**What you need to do:**
The entries below should be repeated exactly, with no pictures carried over.

**Data to examine:**
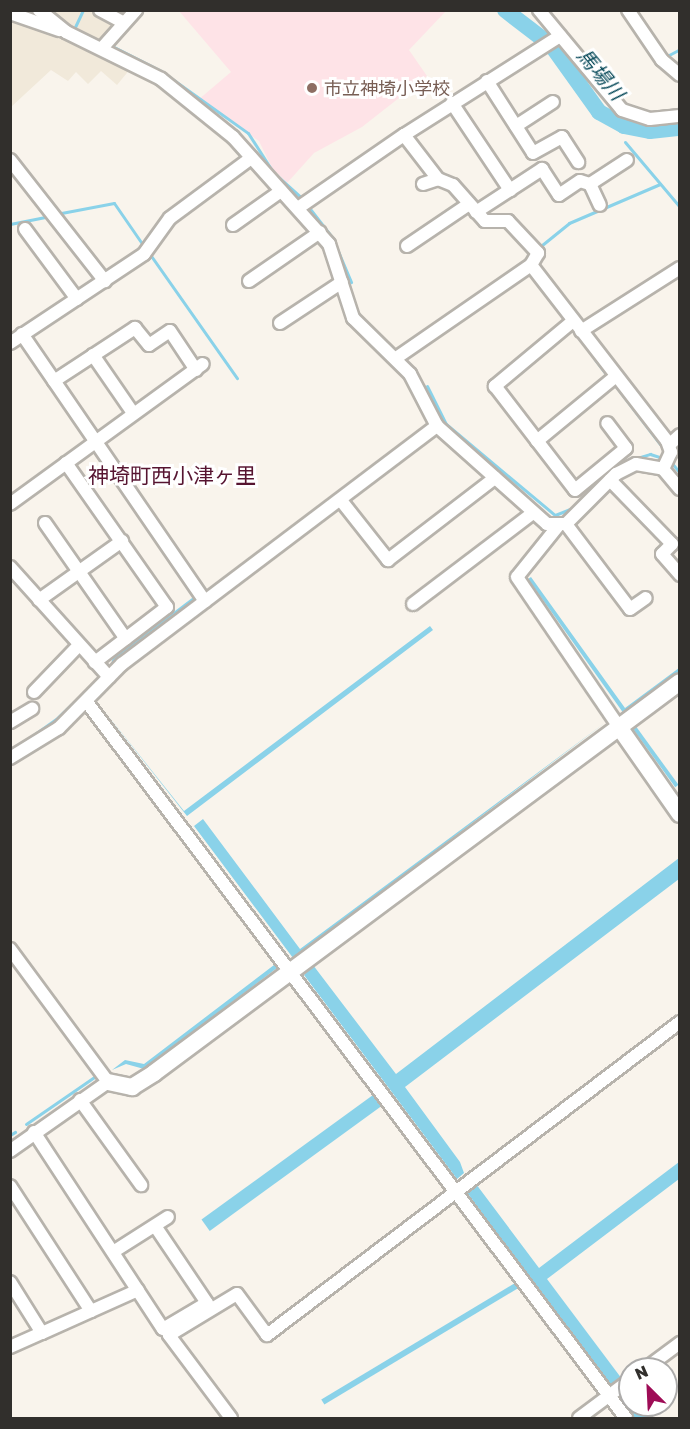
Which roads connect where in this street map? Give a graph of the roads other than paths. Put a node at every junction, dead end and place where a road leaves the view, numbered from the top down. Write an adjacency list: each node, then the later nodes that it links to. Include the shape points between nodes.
1 (39, 10): 8 (street)
2 (100, 10): 7 (street)
3 (136, 10): 7 (street)
4 (539, 10): 9 (street)
5 (628, 10): 11 (street, via 662,60)
6 (14, 14): 8 (street)
7 (123, 22): 10 (street)
8 (66, 32): 10 (street)
9 (560, 36): 12 (street); 15 (street, via 622,110 650,119)
10 (103, 46): 18 (street, via 160,79 221,124)
11 (680, 75)
12 (487, 81): 14 (street); 16 (street)
13 (553, 102): 16 (street)
14 (452, 103): 17 (street); 25 (street)
15 (680, 116)
16 (516, 126): 21 (street, via 533,153 562,137)
17 (404, 135): 22 (street); 28 (street)
18 (250, 158): 26 (street); 36 (street, via 170,218 146,251)
19 (10, 160): 36 (street, via 58,213)
20 (627, 160): 24 (street)
21 (579, 162)
22 (438, 179): 23 (street); 29 (street)
23 (423, 184)
24 (590, 184): 25 (street, via 580,182 559,195 542,169); 27 (street)
25 (510, 190): 29 (street)
26 (281, 191): 28 (street); 30 (street)
27 (600, 205)
28 (298, 208): 32 (street)
29 (473, 208): 33 (street); 34 (street, via 485,221 508,221 538,253)
30 (233, 225)
31 (25, 229): 39 (street)
32 (320, 232): 37 (street); 38 (street)
33 (407, 246)
34 (531, 265): 41 (street); 45 (street)
35 (680, 268): 41 (street)
36 (105, 281): 39 (street)
37 (249, 281)
38 (342, 282): 40 (street); 45 (street, via 360,329)
39 (77, 299): 42 (street)
40 (280, 323)
41 (577, 326): 46 (street); 53 (street, via 495,386)
42 (22, 334): 43 (street); 47 (street)
43 (10, 343)
44 (93, 355): 47 (street); 48 (street); 48 (street, via 135,328 149,345 170,332 200,367)
45 (396, 358): 50 (street)
46 (615, 377): 53 (street); 54 (street)
47 (54, 381): 52 (street)
48 (133, 413): 52 (street)
49 (607, 423): 56 (street, via 626,448)
50 (437, 426): 57 (street); 70 (street)
51 (680, 435): 54 (street)
52 (95, 441): 55 (street); 70 (street)
53 (537, 441): 56 (street, via 575,490)
54 (670, 458): 56 (street); 58 (street)
55 (66, 463): 60 (street); 64 (street)
56 (611, 471): 63 (street); 67 (street, via 672,544 662,554)
57 (495, 478): 59 (street, via 388,560); 61 (street)
58 (680, 489)
59 (343, 503)
60 (10, 504)
61 (533, 513): 63 (street); 71 (street)
62 (45, 523): 66 (street)
63 (562, 525): 68 (street, via 630,609); 81 (street, via 517,577)
64 (122, 541): 66 (street); 72 (street, via 167,607)
65 (10, 567): 69 (street)
66 (78, 572): 69 (street); 72 (street)
67 (680, 575)
68 (646, 598)
69 (39, 600): 73 (street)
70 (205, 601): 75 (street)
71 (413, 604)
72 (126, 639): 74 (street)
73 (79, 645): 74 (street); 77 (street)
74 (95, 663): 75 (street)
75 (109, 677): 78 (street)
76 (680, 682): 81 (street)
77 (34, 692)
78 (86, 701): 82 (street, via 59,728); 85 (street)
79 (32, 709): 80 (street)
80 (10, 722)
81 (619, 727): 83 (street); 85 (street)
82 (10, 758)
83 (680, 814)
84 (10, 950): 87 (street)
85 (290, 972): 87 (street, via 132,1086); 93 (street)
86 (680, 1022): 93 (street)
87 (108, 1082): 88 (street)
88 (80, 1100): 89 (street); 91 (street)
89 (34, 1132): 90 (street); 96 (street)
90 (10, 1151)
91 (141, 1185)
92 (10, 1186): 99 (street)
93 (453, 1191): 105 (street); 106 (street, via 267,1335 237,1294 169,1335)
94 (168, 1217): 95 (street)
95 (155, 1226): 96 (street); 98 (street, via 207,1303 164,1329)
96 (113, 1252): 98 (street)
97 (10, 1282): 100 (street)
98 (138, 1290): 99 (street)
99 (91, 1311): 100 (street)
100 (42, 1333): 102 (street)
101 (680, 1343): 103 (street)
102 (10, 1347)
103 (661, 1357)
104 (618, 1389): 105 (street)
105 (609, 1396): 107 (street); 108 (street)
106 (231, 1419)
107 (579, 1419)
108 (626, 1419)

**Solution below:**
Which roads connect where in this street map? Give a graph of the roads other than paths. Put a node at every junction, dead end and place where a road leaves the view, numbered from the top down. Write an adjacency list: each node, then the later nodes that it links to. Include the shape points between nodes.
1 (39, 10): 8 (street)
2 (100, 10): 7 (street)
3 (136, 10): 7 (street)
4 (539, 10): 9 (street)
5 (628, 10): 11 (street, via 662,60)
6 (14, 14): 8 (street)
7 (123, 22): 10 (street)
8 (66, 32): 10 (street)
9 (560, 36): 12 (street); 15 (street, via 622,110 650,119)
10 (103, 46): 18 (street, via 160,79 221,124)
11 (680, 75)
12 (487, 81): 14 (street); 16 (street)
13 (553, 102): 16 (street)
14 (452, 103): 17 (street); 25 (street)
15 (680, 116)
16 (516, 126): 21 (street, via 533,153 562,137)
17 (404, 135): 22 (street); 28 (street)
18 (250, 158): 26 (street); 36 (street, via 170,218 146,251)
19 (10, 160): 36 (street, via 58,213)
20 (627, 160): 24 (street)
21 (579, 162)
22 (438, 179): 23 (street); 29 (street)
23 (423, 184)
24 (590, 184): 25 (street, via 580,182 559,195 542,169); 27 (street)
25 (510, 190): 29 (street)
26 (281, 191): 28 (street); 30 (street)
27 (600, 205)
28 (298, 208): 32 (street)
29 (473, 208): 33 (street); 34 (street, via 485,221 508,221 538,253)
30 (233, 225)
31 (25, 229): 39 (street)
32 (320, 232): 37 (street); 38 (street)
33 (407, 246)
34 (531, 265): 41 (street); 45 (street)
35 (680, 268): 41 (street)
36 (105, 281): 39 (street)
37 (249, 281)
38 (342, 282): 40 (street); 45 (street, via 360,329)
39 (77, 299): 42 (street)
40 (280, 323)
41 (577, 326): 46 (street); 53 (street, via 495,386)
42 (22, 334): 43 (street); 47 (street)
43 (10, 343)
44 (93, 355): 47 (street); 48 (street); 48 (street, via 135,328 149,345 170,332 200,367)
45 (396, 358): 50 (street)
46 (615, 377): 53 (street); 54 (street)
47 (54, 381): 52 (street)
48 (133, 413): 52 (street)
49 (607, 423): 56 (street, via 626,448)
50 (437, 426): 57 (street); 70 (street)
51 (680, 435): 54 (street)
52 (95, 441): 55 (street); 70 (street)
53 (537, 441): 56 (street, via 575,490)
54 (670, 458): 56 (street); 58 (street)
55 (66, 463): 60 (street); 64 (street)
56 (611, 471): 63 (street); 67 (street, via 672,544 662,554)
57 (495, 478): 59 (street, via 388,560); 61 (street)
58 (680, 489)
59 (343, 503)
60 (10, 504)
61 (533, 513): 63 (street); 71 (street)
62 (45, 523): 66 (street)
63 (562, 525): 68 (street, via 630,609); 81 (street, via 517,577)
64 (122, 541): 66 (street); 72 (street, via 167,607)
65 (10, 567): 69 (street)
66 (78, 572): 69 (street); 72 (street)
67 (680, 575)
68 (646, 598)
69 (39, 600): 73 (street)
70 (205, 601): 75 (street)
71 (413, 604)
72 (126, 639): 74 (street)
73 (79, 645): 74 (street); 77 (street)
74 (95, 663): 75 (street)
75 (109, 677): 78 (street)
76 (680, 682): 81 (street)
77 (34, 692)
78 (86, 701): 82 (street, via 59,728); 85 (street)
79 (32, 709): 80 (street)
80 (10, 722)
81 (619, 727): 83 (street); 85 (street)
82 (10, 758)
83 (680, 814)
84 (10, 950): 87 (street)
85 (290, 972): 87 (street, via 132,1086); 93 (street)
86 (680, 1022): 93 (street)
87 (108, 1082): 88 (street)
88 (80, 1100): 89 (street); 91 (street)
89 (34, 1132): 90 (street); 96 (street)
90 (10, 1151)
91 (141, 1185)
92 (10, 1186): 99 (street)
93 (453, 1191): 105 (street); 106 (street, via 267,1335 237,1294 169,1335)
94 (168, 1217): 95 (street)
95 (155, 1226): 96 (street); 98 (street, via 207,1303 164,1329)
96 (113, 1252): 98 (street)
97 (10, 1282): 100 (street)
98 (138, 1290): 99 (street)
99 (91, 1311): 100 (street)
100 (42, 1333): 102 (street)
101 (680, 1343): 103 (street)
102 (10, 1347)
103 (661, 1357)
104 (618, 1389): 105 (street)
105 (609, 1396): 107 (street); 108 (street)
106 (231, 1419)
107 (579, 1419)
108 (626, 1419)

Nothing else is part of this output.